RECORDS FOR THE TASK:

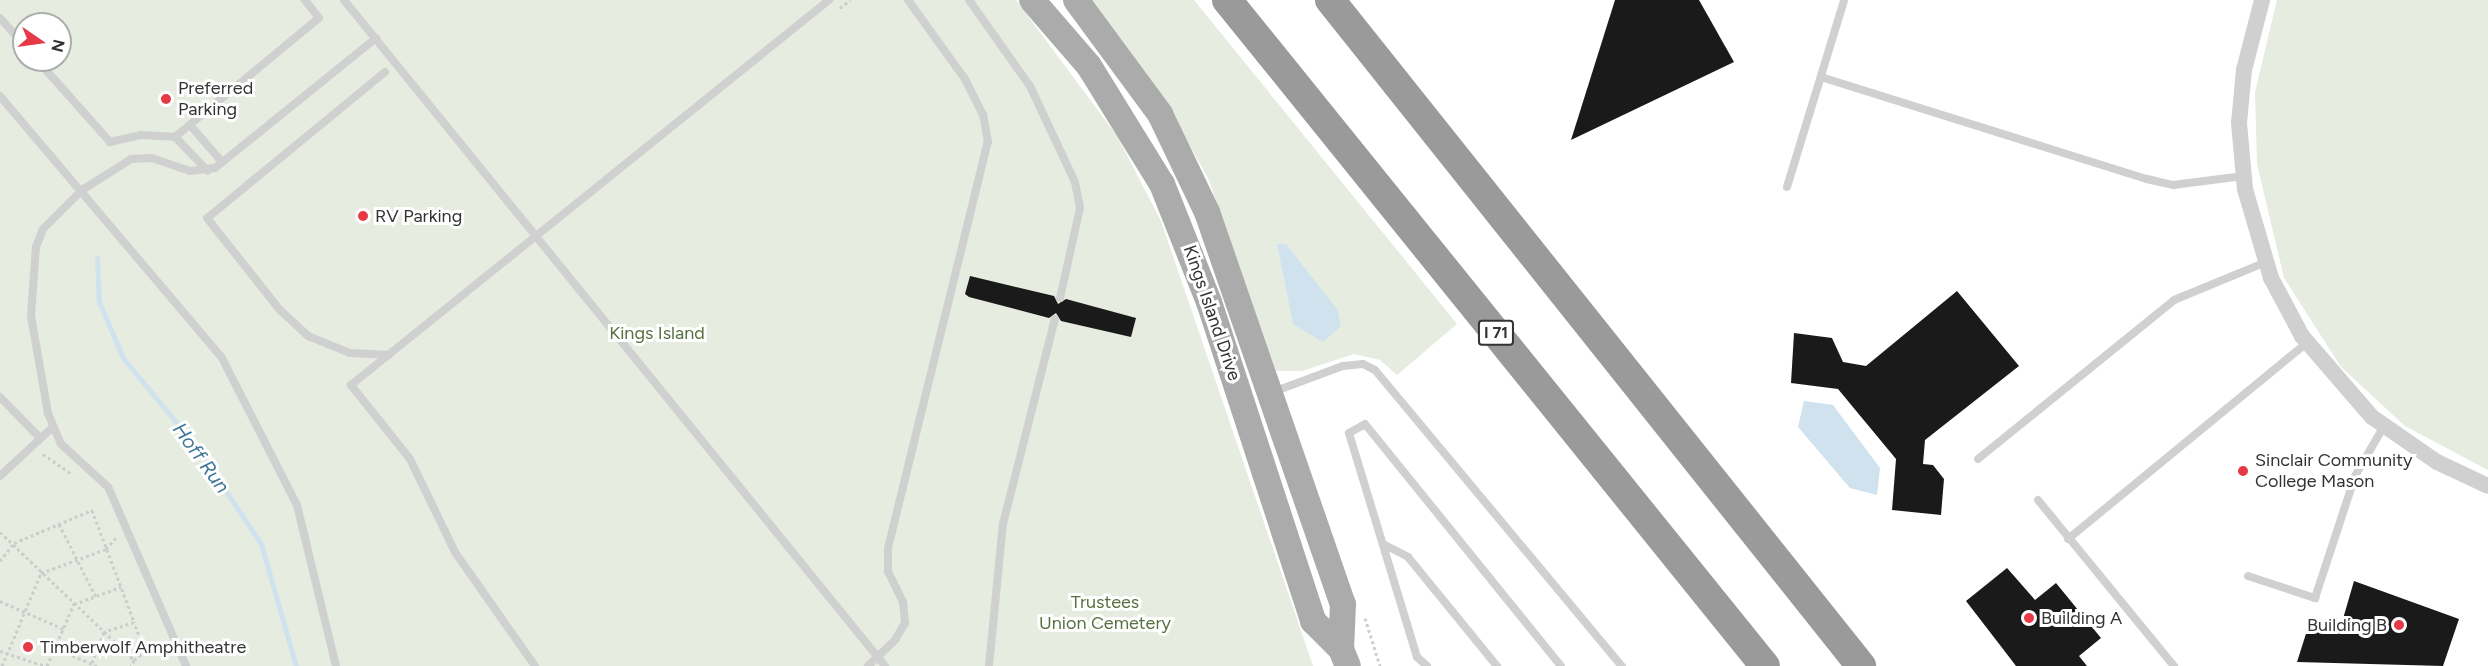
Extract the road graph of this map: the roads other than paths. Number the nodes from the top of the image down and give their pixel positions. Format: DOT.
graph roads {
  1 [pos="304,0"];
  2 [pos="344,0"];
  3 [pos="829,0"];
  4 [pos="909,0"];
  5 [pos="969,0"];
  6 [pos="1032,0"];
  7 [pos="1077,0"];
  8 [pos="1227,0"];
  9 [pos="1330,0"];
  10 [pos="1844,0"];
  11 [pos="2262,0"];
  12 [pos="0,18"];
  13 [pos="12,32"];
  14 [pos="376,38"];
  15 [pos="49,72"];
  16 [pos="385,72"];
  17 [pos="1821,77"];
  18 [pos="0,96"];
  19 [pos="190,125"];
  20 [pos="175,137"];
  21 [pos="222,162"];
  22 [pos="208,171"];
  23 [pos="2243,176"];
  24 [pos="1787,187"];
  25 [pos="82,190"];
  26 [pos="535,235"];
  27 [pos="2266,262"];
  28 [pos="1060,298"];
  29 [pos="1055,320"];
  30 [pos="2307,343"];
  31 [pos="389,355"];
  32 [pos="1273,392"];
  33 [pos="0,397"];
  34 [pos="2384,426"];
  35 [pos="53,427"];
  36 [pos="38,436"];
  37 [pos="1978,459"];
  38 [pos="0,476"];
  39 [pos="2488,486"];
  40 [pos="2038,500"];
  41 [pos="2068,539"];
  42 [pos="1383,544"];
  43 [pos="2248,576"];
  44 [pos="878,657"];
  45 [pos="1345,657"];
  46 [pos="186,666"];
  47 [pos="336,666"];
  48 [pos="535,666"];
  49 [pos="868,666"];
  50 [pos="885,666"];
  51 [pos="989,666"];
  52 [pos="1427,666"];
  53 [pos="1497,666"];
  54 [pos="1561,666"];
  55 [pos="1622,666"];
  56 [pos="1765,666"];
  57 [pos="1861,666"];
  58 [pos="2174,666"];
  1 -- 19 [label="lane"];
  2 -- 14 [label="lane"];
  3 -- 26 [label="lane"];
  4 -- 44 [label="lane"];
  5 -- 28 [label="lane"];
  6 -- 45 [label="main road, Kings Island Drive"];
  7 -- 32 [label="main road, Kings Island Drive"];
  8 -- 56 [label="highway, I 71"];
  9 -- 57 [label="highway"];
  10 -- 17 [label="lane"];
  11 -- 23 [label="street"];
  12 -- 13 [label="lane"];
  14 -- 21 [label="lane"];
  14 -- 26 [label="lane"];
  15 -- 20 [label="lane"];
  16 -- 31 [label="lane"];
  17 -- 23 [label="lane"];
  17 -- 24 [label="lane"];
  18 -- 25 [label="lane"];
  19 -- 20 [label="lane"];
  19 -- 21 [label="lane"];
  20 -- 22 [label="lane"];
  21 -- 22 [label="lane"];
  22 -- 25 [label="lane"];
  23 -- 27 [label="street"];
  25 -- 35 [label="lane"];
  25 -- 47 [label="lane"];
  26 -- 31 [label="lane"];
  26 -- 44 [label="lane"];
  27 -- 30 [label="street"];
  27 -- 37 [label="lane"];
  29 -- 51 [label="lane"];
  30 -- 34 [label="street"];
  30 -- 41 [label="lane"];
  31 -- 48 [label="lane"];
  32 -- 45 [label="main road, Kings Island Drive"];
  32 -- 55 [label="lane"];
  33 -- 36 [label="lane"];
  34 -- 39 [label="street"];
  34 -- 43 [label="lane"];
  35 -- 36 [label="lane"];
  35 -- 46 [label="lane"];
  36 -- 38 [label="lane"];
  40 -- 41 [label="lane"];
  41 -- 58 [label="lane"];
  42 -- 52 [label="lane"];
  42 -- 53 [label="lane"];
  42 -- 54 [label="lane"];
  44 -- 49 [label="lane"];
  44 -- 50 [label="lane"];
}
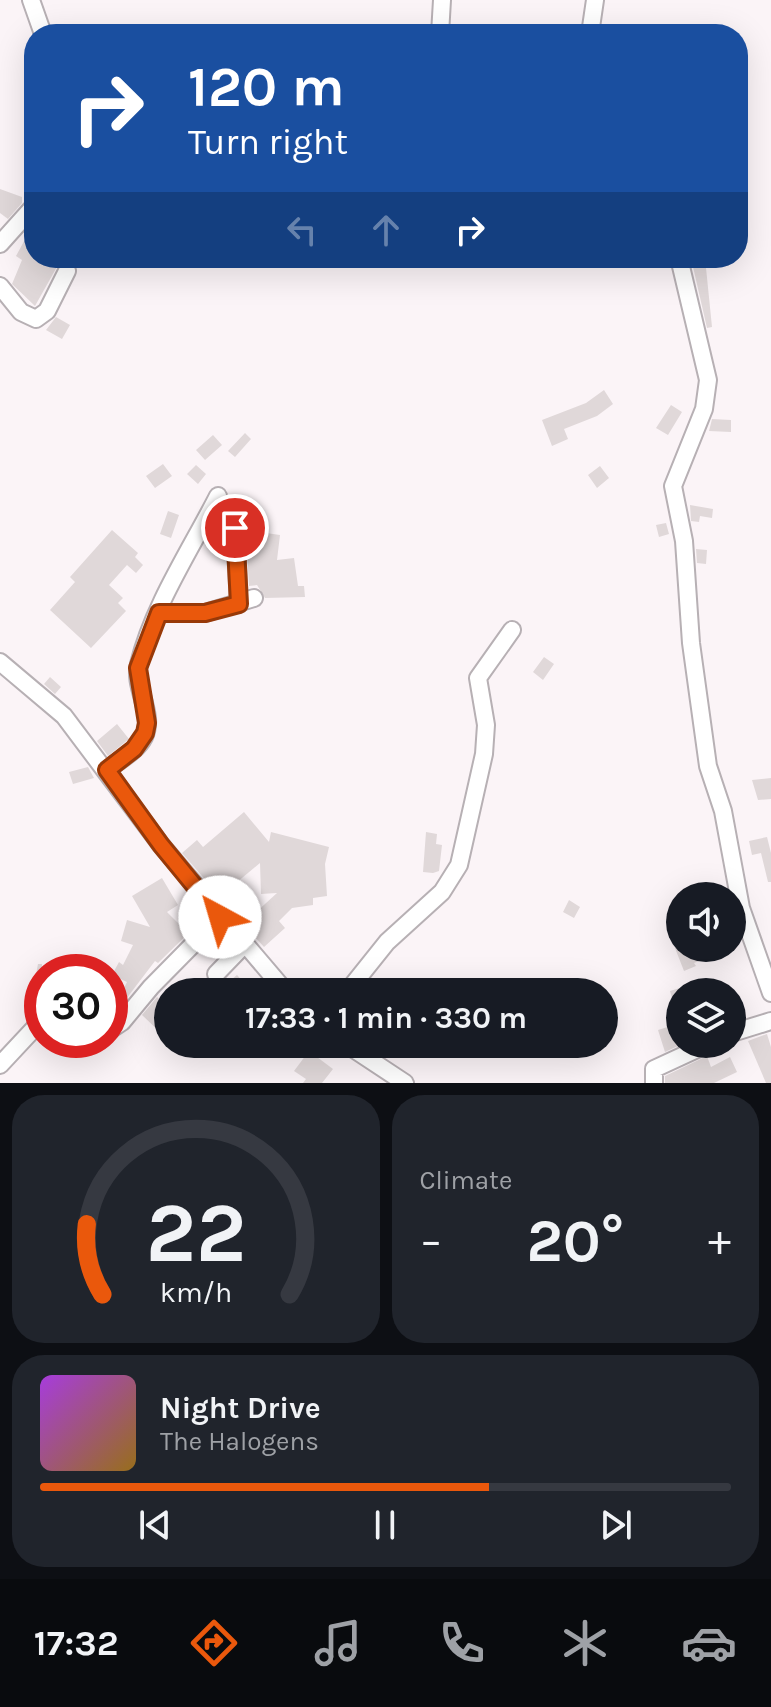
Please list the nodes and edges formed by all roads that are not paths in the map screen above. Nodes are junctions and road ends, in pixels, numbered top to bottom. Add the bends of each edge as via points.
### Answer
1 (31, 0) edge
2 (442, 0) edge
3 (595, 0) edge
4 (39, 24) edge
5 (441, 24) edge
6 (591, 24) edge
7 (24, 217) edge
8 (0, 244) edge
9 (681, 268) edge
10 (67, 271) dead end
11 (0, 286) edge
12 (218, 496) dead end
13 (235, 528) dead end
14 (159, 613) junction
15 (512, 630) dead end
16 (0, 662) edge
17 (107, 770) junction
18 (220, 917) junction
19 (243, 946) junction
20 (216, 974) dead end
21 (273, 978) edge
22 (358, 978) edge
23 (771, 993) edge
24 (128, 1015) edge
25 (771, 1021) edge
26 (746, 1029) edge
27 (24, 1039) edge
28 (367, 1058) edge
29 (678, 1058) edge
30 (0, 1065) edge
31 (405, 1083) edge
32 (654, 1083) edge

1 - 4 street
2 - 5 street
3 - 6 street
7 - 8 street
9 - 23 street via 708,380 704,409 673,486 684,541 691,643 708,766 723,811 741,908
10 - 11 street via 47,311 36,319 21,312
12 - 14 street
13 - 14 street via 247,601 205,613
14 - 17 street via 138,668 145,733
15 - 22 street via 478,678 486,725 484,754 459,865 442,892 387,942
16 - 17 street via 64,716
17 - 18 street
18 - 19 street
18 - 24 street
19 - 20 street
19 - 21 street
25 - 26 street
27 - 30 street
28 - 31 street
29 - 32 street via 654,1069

EXERCISE REQUIREMENTS:
The answer must be an exact copy of the records above, with the pictures left out.

RESPONSE AREA:
Extract the road graph of this map: the roads other than paths. Number the nodes from the top of the image down and give their pixel positions. Format: DOT.
graph roads {
  1 [pos="304,0"];
  2 [pos="344,0"];
  3 [pos="829,0"];
  4 [pos="909,0"];
  5 [pos="969,0"];
  6 [pos="1032,0"];
  7 [pos="1077,0"];
  8 [pos="1227,0"];
  9 [pos="1330,0"];
  10 [pos="1844,0"];
  11 [pos="2262,0"];
  12 [pos="0,18"];
  13 [pos="12,32"];
  14 [pos="376,38"];
  15 [pos="49,72"];
  16 [pos="385,72"];
  17 [pos="1821,77"];
  18 [pos="0,96"];
  19 [pos="190,125"];
  20 [pos="175,137"];
  21 [pos="222,162"];
  22 [pos="208,171"];
  23 [pos="2243,176"];
  24 [pos="1787,187"];
  25 [pos="82,190"];
  26 [pos="535,235"];
  27 [pos="2266,262"];
  28 [pos="1060,298"];
  29 [pos="1055,320"];
  30 [pos="2307,343"];
  31 [pos="389,355"];
  32 [pos="1273,392"];
  33 [pos="0,397"];
  34 [pos="2384,426"];
  35 [pos="53,427"];
  36 [pos="38,436"];
  37 [pos="1978,459"];
  38 [pos="0,476"];
  39 [pos="2488,486"];
  40 [pos="2038,500"];
  41 [pos="2068,539"];
  42 [pos="1383,544"];
  43 [pos="2248,576"];
  44 [pos="878,657"];
  45 [pos="1345,657"];
  46 [pos="186,666"];
  47 [pos="336,666"];
  48 [pos="535,666"];
  49 [pos="868,666"];
  50 [pos="885,666"];
  51 [pos="989,666"];
  52 [pos="1427,666"];
  53 [pos="1497,666"];
  54 [pos="1561,666"];
  55 [pos="1622,666"];
  56 [pos="1765,666"];
  57 [pos="1861,666"];
  58 [pos="2174,666"];
  1 -- 19 [label="lane"];
  2 -- 14 [label="lane"];
  3 -- 26 [label="lane"];
  4 -- 44 [label="lane"];
  5 -- 28 [label="lane"];
  6 -- 45 [label="main road, Kings Island Drive"];
  7 -- 32 [label="main road, Kings Island Drive"];
  8 -- 56 [label="highway, I 71"];
  9 -- 57 [label="highway"];
  10 -- 17 [label="lane"];
  11 -- 23 [label="street"];
  12 -- 13 [label="lane"];
  14 -- 21 [label="lane"];
  14 -- 26 [label="lane"];
  15 -- 20 [label="lane"];
  16 -- 31 [label="lane"];
  17 -- 23 [label="lane"];
  17 -- 24 [label="lane"];
  18 -- 25 [label="lane"];
  19 -- 20 [label="lane"];
  19 -- 21 [label="lane"];
  20 -- 22 [label="lane"];
  21 -- 22 [label="lane"];
  22 -- 25 [label="lane"];
  23 -- 27 [label="street"];
  25 -- 35 [label="lane"];
  25 -- 47 [label="lane"];
  26 -- 31 [label="lane"];
  26 -- 44 [label="lane"];
  27 -- 30 [label="street"];
  27 -- 37 [label="lane"];
  29 -- 51 [label="lane"];
  30 -- 34 [label="street"];
  30 -- 41 [label="lane"];
  31 -- 48 [label="lane"];
  32 -- 45 [label="main road, Kings Island Drive"];
  32 -- 55 [label="lane"];
  33 -- 36 [label="lane"];
  34 -- 39 [label="street"];
  34 -- 43 [label="lane"];
  35 -- 36 [label="lane"];
  35 -- 46 [label="lane"];
  36 -- 38 [label="lane"];
  40 -- 41 [label="lane"];
  41 -- 58 [label="lane"];
  42 -- 52 [label="lane"];
  42 -- 53 [label="lane"];
  42 -- 54 [label="lane"];
  44 -- 49 [label="lane"];
  44 -- 50 [label="lane"];
}
Please list the nodes and edges formed by all roads that are not paths in the map screen above. Nodes are junctions and road ends, in pixels, numbered top to bottom. Add the bends of each edge as via points.
### Answer
1 (31, 0) edge
2 (442, 0) edge
3 (595, 0) edge
4 (39, 24) edge
5 (441, 24) edge
6 (591, 24) edge
7 (24, 217) edge
8 (0, 244) edge
9 (681, 268) edge
10 (67, 271) dead end
11 (0, 286) edge
12 (218, 496) dead end
13 (235, 528) dead end
14 (159, 613) junction
15 (512, 630) dead end
16 (0, 662) edge
17 (107, 770) junction
18 (220, 917) junction
19 (243, 946) junction
20 (216, 974) dead end
21 (273, 978) edge
22 (358, 978) edge
23 (771, 993) edge
24 (128, 1015) edge
25 (771, 1021) edge
26 (746, 1029) edge
27 (24, 1039) edge
28 (367, 1058) edge
29 (678, 1058) edge
30 (0, 1065) edge
31 (405, 1083) edge
32 (654, 1083) edge

1 - 4 street
2 - 5 street
3 - 6 street
7 - 8 street
9 - 23 street via 708,380 704,409 673,486 684,541 691,643 708,766 723,811 741,908
10 - 11 street via 47,311 36,319 21,312
12 - 14 street
13 - 14 street via 247,601 205,613
14 - 17 street via 138,668 145,733
15 - 22 street via 478,678 486,725 484,754 459,865 442,892 387,942
16 - 17 street via 64,716
17 - 18 street
18 - 19 street
18 - 24 street
19 - 20 street
19 - 21 street
25 - 26 street
27 - 30 street
28 - 31 street
29 - 32 street via 654,1069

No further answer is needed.